Task objective => An exact copy of all the data, minus the images, is required.

Data shown =>

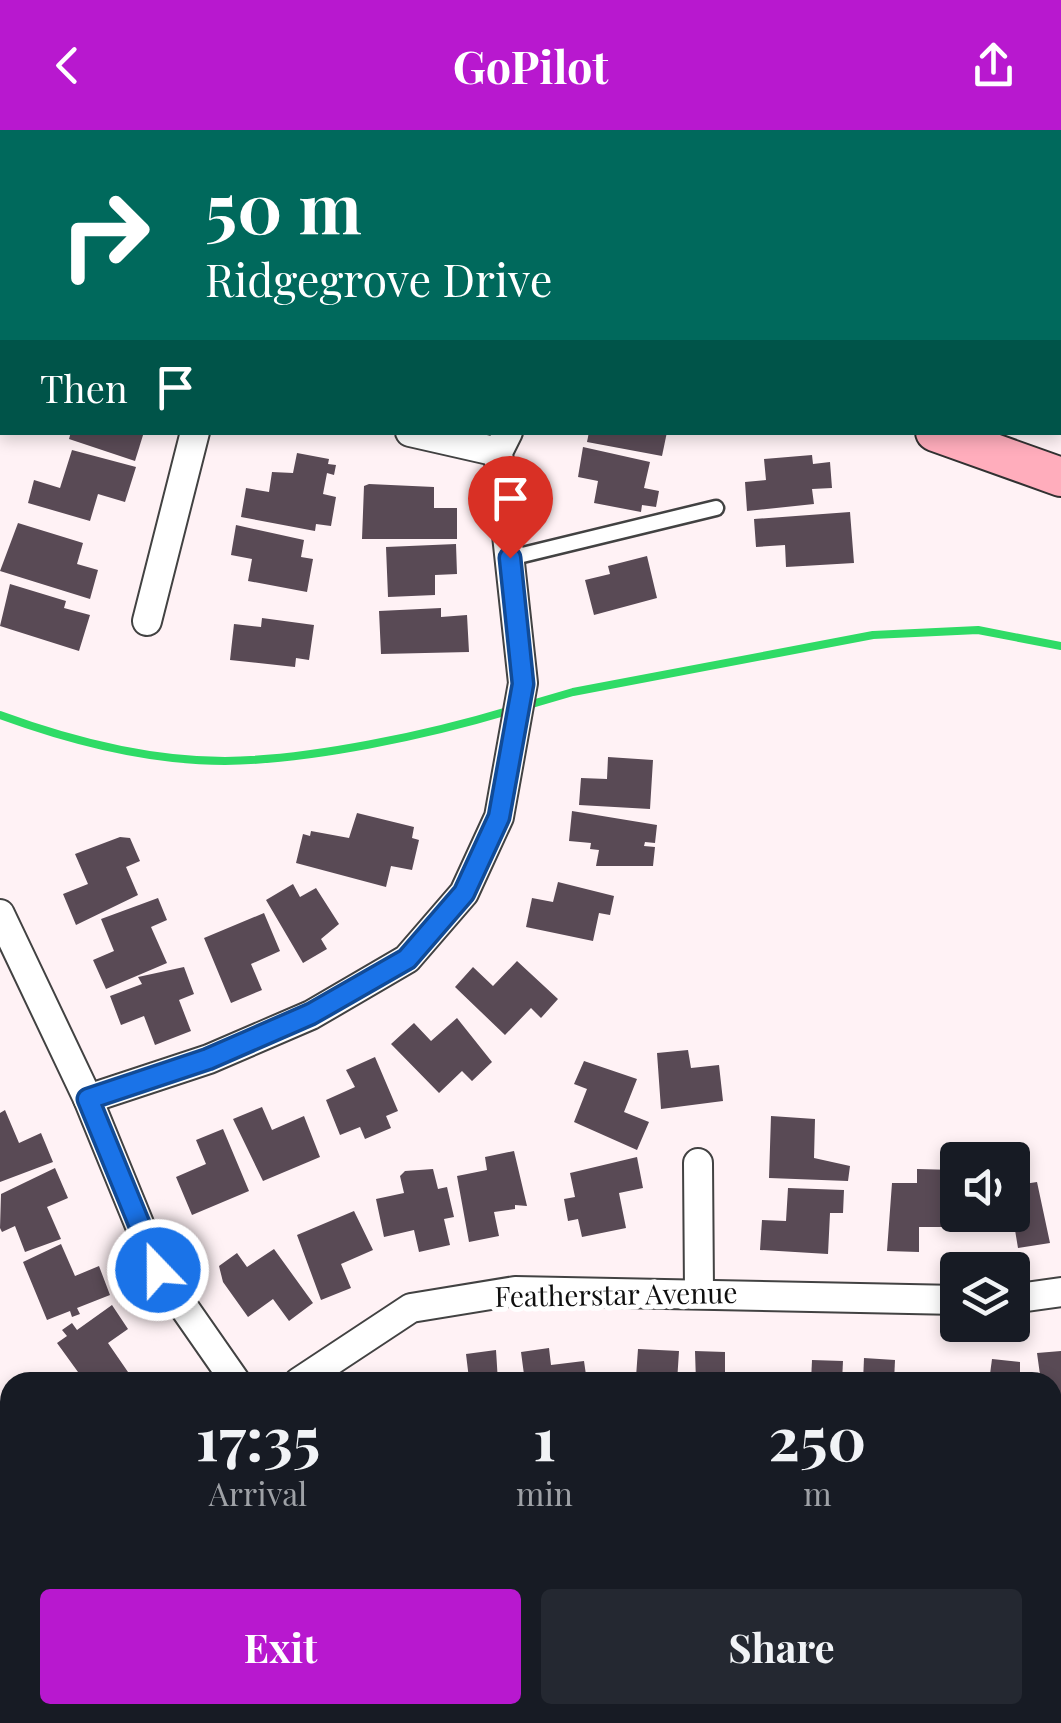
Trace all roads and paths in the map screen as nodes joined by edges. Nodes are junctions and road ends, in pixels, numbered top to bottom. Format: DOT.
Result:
graph roads {
  1 [pos="193,435"];
  2 [pos="438,435"];
  3 [pos="943,435"];
  4 [pos="504,442"];
  5 [pos="1061,477"];
  6 [pos="716,508"];
  7 [pos="510,558"];
  8 [pos="147,622"];
  9 [pos="0,914"];
  10 [pos="88,1099"];
  11 [pos="698,1163"];
  12 [pos="698,1292"];
  13 [pos="1061,1292"];
  14 [pos="1030,1296"];
  15 [pos="940,1299"];
  16 [pos="229,1372"];
  17 [pos="313,1372"];
  1 -- 8 [label="street"];
  2 -- 4 [label="street"];
  3 -- 5 [label="main road"];
  4 -- 7 [label="street"];
  6 -- 7 [label="lane"];
  7 -- 10 [label="street"];
  9 -- 10 [label="street"];
  10 -- 16 [label="street"];
  11 -- 12 [label="street"];
  12 -- 15 [label="street, Featherstar Avenue"];
  12 -- 17 [label="street, Featherstar Avenue"];
  13 -- 14 [label="street"];
}
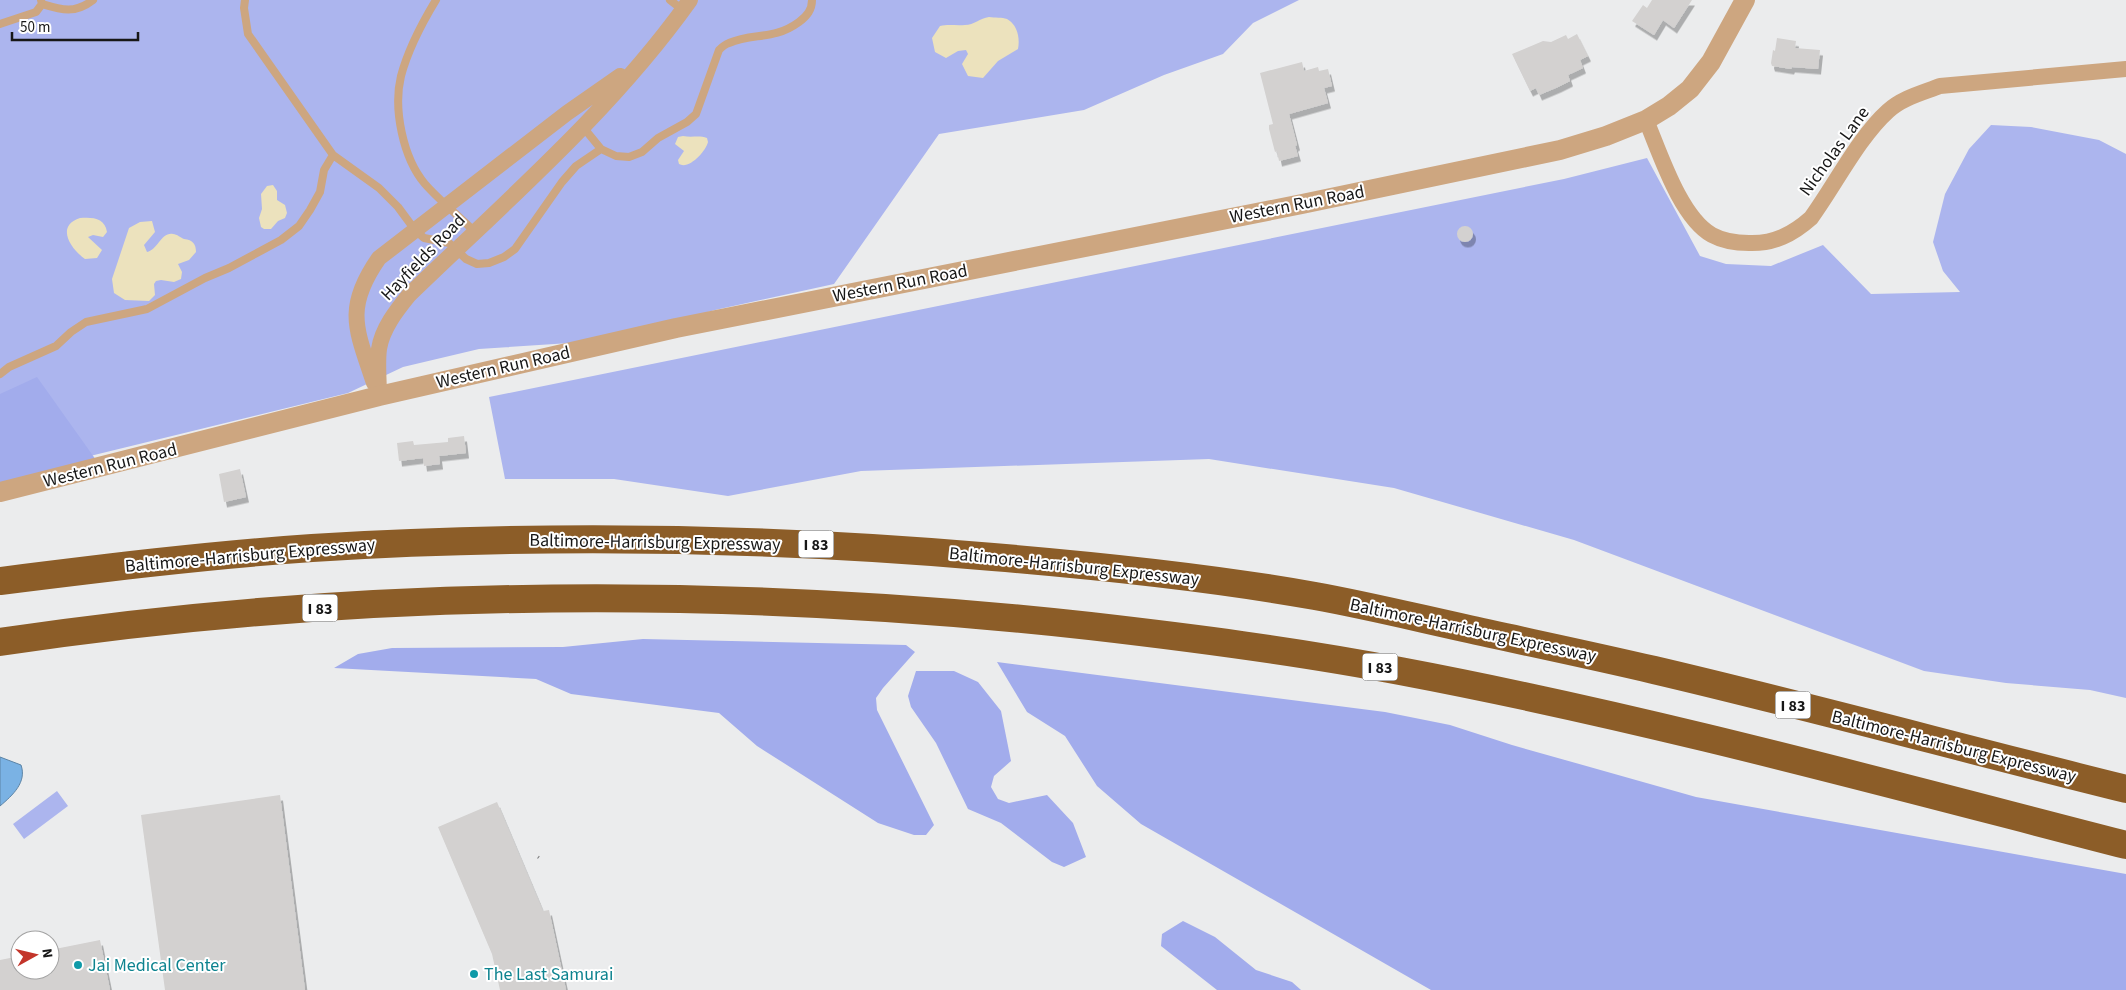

Exercise solution =>
Trace all roads and paths in the map screen as nodes joined by edges. Nodes are junctions and road ends, in pixels, numbered top to bottom. Format: DOT.
Result:
graph roads {
  1 [pos="193,435"];
  2 [pos="438,435"];
  3 [pos="943,435"];
  4 [pos="504,442"];
  5 [pos="1061,477"];
  6 [pos="716,508"];
  7 [pos="510,558"];
  8 [pos="147,622"];
  9 [pos="0,914"];
  10 [pos="88,1099"];
  11 [pos="698,1163"];
  12 [pos="698,1292"];
  13 [pos="1061,1292"];
  14 [pos="1030,1296"];
  15 [pos="940,1299"];
  16 [pos="229,1372"];
  17 [pos="313,1372"];
  1 -- 8 [label="street"];
  2 -- 4 [label="street"];
  3 -- 5 [label="main road"];
  4 -- 7 [label="street"];
  6 -- 7 [label="lane"];
  7 -- 10 [label="street"];
  9 -- 10 [label="street"];
  10 -- 16 [label="street"];
  11 -- 12 [label="street"];
  12 -- 15 [label="street, Featherstar Avenue"];
  12 -- 17 [label="street, Featherstar Avenue"];
  13 -- 14 [label="street"];
}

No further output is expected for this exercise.